* [Exercise inputs]:
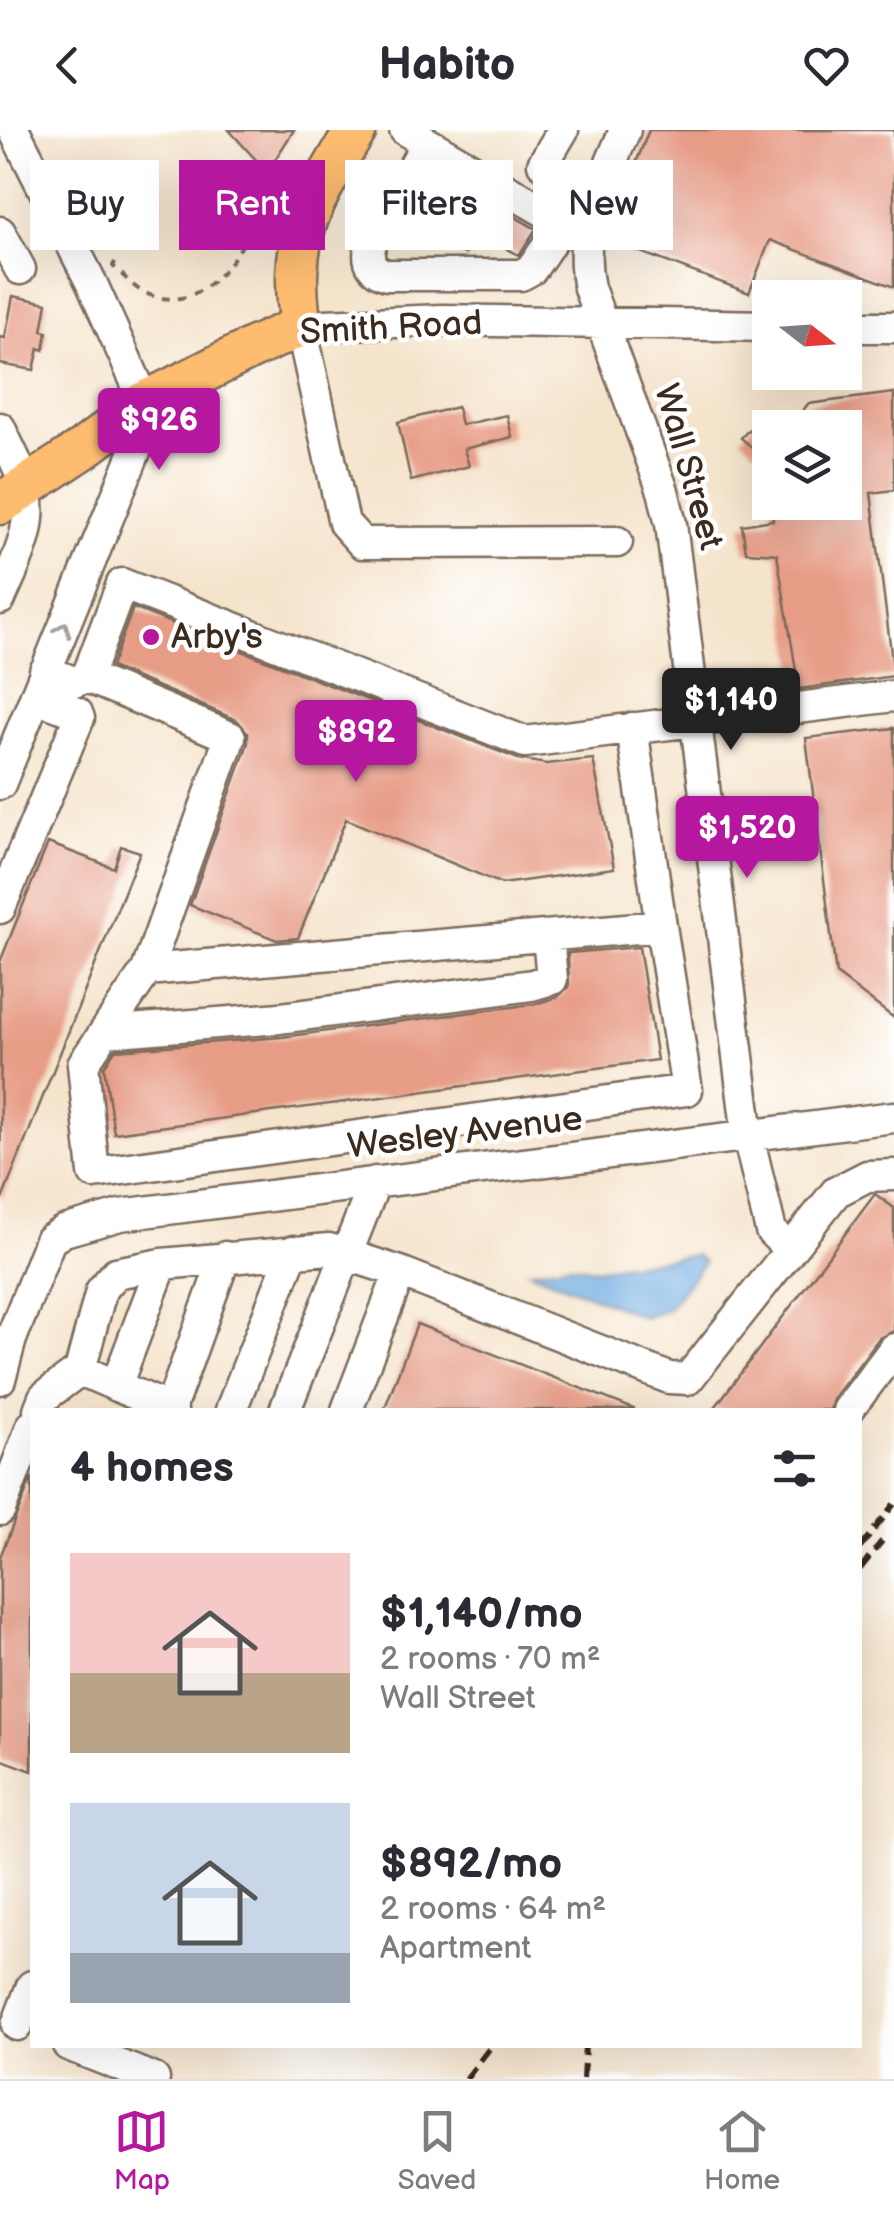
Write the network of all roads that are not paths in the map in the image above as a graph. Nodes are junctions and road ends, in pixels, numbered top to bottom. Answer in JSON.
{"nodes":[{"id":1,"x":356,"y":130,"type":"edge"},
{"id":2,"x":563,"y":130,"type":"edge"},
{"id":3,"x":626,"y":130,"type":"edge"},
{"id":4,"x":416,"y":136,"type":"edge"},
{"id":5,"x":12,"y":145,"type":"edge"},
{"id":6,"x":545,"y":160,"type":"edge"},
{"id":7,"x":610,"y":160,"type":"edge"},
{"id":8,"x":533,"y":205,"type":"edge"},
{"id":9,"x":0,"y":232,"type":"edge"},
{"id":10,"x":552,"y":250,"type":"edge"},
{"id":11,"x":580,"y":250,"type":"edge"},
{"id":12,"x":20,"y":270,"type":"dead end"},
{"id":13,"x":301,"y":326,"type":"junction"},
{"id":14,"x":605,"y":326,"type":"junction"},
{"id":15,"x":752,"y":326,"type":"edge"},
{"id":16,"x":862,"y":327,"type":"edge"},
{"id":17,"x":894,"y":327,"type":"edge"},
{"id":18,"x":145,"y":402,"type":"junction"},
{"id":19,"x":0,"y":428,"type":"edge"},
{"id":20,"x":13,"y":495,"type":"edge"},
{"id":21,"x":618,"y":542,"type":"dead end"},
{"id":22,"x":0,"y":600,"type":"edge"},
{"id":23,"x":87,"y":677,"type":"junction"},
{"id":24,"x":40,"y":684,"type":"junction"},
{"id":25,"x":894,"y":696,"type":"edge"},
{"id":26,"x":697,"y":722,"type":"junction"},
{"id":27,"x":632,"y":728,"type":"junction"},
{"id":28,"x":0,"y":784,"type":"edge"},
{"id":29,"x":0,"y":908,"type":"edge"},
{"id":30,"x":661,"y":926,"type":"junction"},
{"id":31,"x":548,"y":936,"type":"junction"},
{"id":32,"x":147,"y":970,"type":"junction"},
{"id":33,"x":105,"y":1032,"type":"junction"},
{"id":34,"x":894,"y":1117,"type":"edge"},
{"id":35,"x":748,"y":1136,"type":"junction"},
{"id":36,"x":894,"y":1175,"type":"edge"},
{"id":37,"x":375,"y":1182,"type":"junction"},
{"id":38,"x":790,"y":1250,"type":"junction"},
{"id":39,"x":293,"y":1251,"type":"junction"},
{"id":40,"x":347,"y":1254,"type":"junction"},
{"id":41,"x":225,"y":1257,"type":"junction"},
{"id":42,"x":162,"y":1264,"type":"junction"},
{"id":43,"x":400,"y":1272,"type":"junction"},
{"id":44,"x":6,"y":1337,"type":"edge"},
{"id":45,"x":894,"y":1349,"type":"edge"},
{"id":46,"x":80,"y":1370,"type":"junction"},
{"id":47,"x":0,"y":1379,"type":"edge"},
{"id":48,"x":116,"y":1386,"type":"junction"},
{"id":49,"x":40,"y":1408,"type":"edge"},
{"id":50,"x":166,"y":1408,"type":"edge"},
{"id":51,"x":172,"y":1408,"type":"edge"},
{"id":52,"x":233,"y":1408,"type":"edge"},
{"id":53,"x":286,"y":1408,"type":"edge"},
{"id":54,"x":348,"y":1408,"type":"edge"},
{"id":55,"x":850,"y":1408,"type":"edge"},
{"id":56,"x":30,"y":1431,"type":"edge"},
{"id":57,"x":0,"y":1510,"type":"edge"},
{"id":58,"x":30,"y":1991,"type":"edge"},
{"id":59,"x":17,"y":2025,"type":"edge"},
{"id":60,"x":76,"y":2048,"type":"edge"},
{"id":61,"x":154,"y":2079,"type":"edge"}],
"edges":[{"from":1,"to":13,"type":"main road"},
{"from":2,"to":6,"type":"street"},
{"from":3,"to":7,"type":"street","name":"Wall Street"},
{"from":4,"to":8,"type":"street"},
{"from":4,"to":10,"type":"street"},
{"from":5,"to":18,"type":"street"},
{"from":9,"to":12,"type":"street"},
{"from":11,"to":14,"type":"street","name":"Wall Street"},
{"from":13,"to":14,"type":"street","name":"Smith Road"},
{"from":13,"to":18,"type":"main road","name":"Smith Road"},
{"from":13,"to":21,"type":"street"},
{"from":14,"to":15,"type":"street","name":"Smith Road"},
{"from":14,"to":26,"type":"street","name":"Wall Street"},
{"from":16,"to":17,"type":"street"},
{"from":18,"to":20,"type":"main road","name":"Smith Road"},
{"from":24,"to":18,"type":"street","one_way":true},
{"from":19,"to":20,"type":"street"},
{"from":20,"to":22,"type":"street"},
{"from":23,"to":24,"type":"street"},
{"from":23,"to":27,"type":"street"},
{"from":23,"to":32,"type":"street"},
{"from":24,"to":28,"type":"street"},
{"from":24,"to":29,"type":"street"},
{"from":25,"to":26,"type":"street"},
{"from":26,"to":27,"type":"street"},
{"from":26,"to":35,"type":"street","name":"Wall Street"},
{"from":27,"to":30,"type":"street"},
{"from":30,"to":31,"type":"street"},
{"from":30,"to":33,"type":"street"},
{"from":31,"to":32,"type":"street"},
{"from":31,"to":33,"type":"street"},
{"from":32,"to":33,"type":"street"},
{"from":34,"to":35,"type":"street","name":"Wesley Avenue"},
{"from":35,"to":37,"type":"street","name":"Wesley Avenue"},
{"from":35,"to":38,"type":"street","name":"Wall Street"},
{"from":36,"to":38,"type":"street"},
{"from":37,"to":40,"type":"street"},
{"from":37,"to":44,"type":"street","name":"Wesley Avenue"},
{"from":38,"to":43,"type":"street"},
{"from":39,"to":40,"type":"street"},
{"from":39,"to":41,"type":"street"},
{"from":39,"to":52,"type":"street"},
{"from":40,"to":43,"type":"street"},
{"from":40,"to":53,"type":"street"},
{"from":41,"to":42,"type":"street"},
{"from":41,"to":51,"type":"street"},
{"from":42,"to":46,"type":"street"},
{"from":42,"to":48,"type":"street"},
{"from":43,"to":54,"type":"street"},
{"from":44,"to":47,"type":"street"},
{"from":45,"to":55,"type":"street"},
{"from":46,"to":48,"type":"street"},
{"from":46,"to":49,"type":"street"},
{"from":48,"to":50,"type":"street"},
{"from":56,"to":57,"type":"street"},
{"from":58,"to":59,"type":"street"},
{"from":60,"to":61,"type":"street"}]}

* [Your objective]: Exclude the pictures, then write out every record exactly as it stands.

* [Solution]:
Write the network of all roads that are not paths in the map in the image above as a graph. Nodes are junctions and road ends, in pixels, numbered top to bottom. Answer in JSON.
{"nodes":[{"id":1,"x":356,"y":130,"type":"edge"},
{"id":2,"x":563,"y":130,"type":"edge"},
{"id":3,"x":626,"y":130,"type":"edge"},
{"id":4,"x":416,"y":136,"type":"edge"},
{"id":5,"x":12,"y":145,"type":"edge"},
{"id":6,"x":545,"y":160,"type":"edge"},
{"id":7,"x":610,"y":160,"type":"edge"},
{"id":8,"x":533,"y":205,"type":"edge"},
{"id":9,"x":0,"y":232,"type":"edge"},
{"id":10,"x":552,"y":250,"type":"edge"},
{"id":11,"x":580,"y":250,"type":"edge"},
{"id":12,"x":20,"y":270,"type":"dead end"},
{"id":13,"x":301,"y":326,"type":"junction"},
{"id":14,"x":605,"y":326,"type":"junction"},
{"id":15,"x":752,"y":326,"type":"edge"},
{"id":16,"x":862,"y":327,"type":"edge"},
{"id":17,"x":894,"y":327,"type":"edge"},
{"id":18,"x":145,"y":402,"type":"junction"},
{"id":19,"x":0,"y":428,"type":"edge"},
{"id":20,"x":13,"y":495,"type":"edge"},
{"id":21,"x":618,"y":542,"type":"dead end"},
{"id":22,"x":0,"y":600,"type":"edge"},
{"id":23,"x":87,"y":677,"type":"junction"},
{"id":24,"x":40,"y":684,"type":"junction"},
{"id":25,"x":894,"y":696,"type":"edge"},
{"id":26,"x":697,"y":722,"type":"junction"},
{"id":27,"x":632,"y":728,"type":"junction"},
{"id":28,"x":0,"y":784,"type":"edge"},
{"id":29,"x":0,"y":908,"type":"edge"},
{"id":30,"x":661,"y":926,"type":"junction"},
{"id":31,"x":548,"y":936,"type":"junction"},
{"id":32,"x":147,"y":970,"type":"junction"},
{"id":33,"x":105,"y":1032,"type":"junction"},
{"id":34,"x":894,"y":1117,"type":"edge"},
{"id":35,"x":748,"y":1136,"type":"junction"},
{"id":36,"x":894,"y":1175,"type":"edge"},
{"id":37,"x":375,"y":1182,"type":"junction"},
{"id":38,"x":790,"y":1250,"type":"junction"},
{"id":39,"x":293,"y":1251,"type":"junction"},
{"id":40,"x":347,"y":1254,"type":"junction"},
{"id":41,"x":225,"y":1257,"type":"junction"},
{"id":42,"x":162,"y":1264,"type":"junction"},
{"id":43,"x":400,"y":1272,"type":"junction"},
{"id":44,"x":6,"y":1337,"type":"edge"},
{"id":45,"x":894,"y":1349,"type":"edge"},
{"id":46,"x":80,"y":1370,"type":"junction"},
{"id":47,"x":0,"y":1379,"type":"edge"},
{"id":48,"x":116,"y":1386,"type":"junction"},
{"id":49,"x":40,"y":1408,"type":"edge"},
{"id":50,"x":166,"y":1408,"type":"edge"},
{"id":51,"x":172,"y":1408,"type":"edge"},
{"id":52,"x":233,"y":1408,"type":"edge"},
{"id":53,"x":286,"y":1408,"type":"edge"},
{"id":54,"x":348,"y":1408,"type":"edge"},
{"id":55,"x":850,"y":1408,"type":"edge"},
{"id":56,"x":30,"y":1431,"type":"edge"},
{"id":57,"x":0,"y":1510,"type":"edge"},
{"id":58,"x":30,"y":1991,"type":"edge"},
{"id":59,"x":17,"y":2025,"type":"edge"},
{"id":60,"x":76,"y":2048,"type":"edge"},
{"id":61,"x":154,"y":2079,"type":"edge"}],
"edges":[{"from":1,"to":13,"type":"main road"},
{"from":2,"to":6,"type":"street"},
{"from":3,"to":7,"type":"street","name":"Wall Street"},
{"from":4,"to":8,"type":"street"},
{"from":4,"to":10,"type":"street"},
{"from":5,"to":18,"type":"street"},
{"from":9,"to":12,"type":"street"},
{"from":11,"to":14,"type":"street","name":"Wall Street"},
{"from":13,"to":14,"type":"street","name":"Smith Road"},
{"from":13,"to":18,"type":"main road","name":"Smith Road"},
{"from":13,"to":21,"type":"street"},
{"from":14,"to":15,"type":"street","name":"Smith Road"},
{"from":14,"to":26,"type":"street","name":"Wall Street"},
{"from":16,"to":17,"type":"street"},
{"from":18,"to":20,"type":"main road","name":"Smith Road"},
{"from":24,"to":18,"type":"street","one_way":true},
{"from":19,"to":20,"type":"street"},
{"from":20,"to":22,"type":"street"},
{"from":23,"to":24,"type":"street"},
{"from":23,"to":27,"type":"street"},
{"from":23,"to":32,"type":"street"},
{"from":24,"to":28,"type":"street"},
{"from":24,"to":29,"type":"street"},
{"from":25,"to":26,"type":"street"},
{"from":26,"to":27,"type":"street"},
{"from":26,"to":35,"type":"street","name":"Wall Street"},
{"from":27,"to":30,"type":"street"},
{"from":30,"to":31,"type":"street"},
{"from":30,"to":33,"type":"street"},
{"from":31,"to":32,"type":"street"},
{"from":31,"to":33,"type":"street"},
{"from":32,"to":33,"type":"street"},
{"from":34,"to":35,"type":"street","name":"Wesley Avenue"},
{"from":35,"to":37,"type":"street","name":"Wesley Avenue"},
{"from":35,"to":38,"type":"street","name":"Wall Street"},
{"from":36,"to":38,"type":"street"},
{"from":37,"to":40,"type":"street"},
{"from":37,"to":44,"type":"street","name":"Wesley Avenue"},
{"from":38,"to":43,"type":"street"},
{"from":39,"to":40,"type":"street"},
{"from":39,"to":41,"type":"street"},
{"from":39,"to":52,"type":"street"},
{"from":40,"to":43,"type":"street"},
{"from":40,"to":53,"type":"street"},
{"from":41,"to":42,"type":"street"},
{"from":41,"to":51,"type":"street"},
{"from":42,"to":46,"type":"street"},
{"from":42,"to":48,"type":"street"},
{"from":43,"to":54,"type":"street"},
{"from":44,"to":47,"type":"street"},
{"from":45,"to":55,"type":"street"},
{"from":46,"to":48,"type":"street"},
{"from":46,"to":49,"type":"street"},
{"from":48,"to":50,"type":"street"},
{"from":56,"to":57,"type":"street"},
{"from":58,"to":59,"type":"street"},
{"from":60,"to":61,"type":"street"}]}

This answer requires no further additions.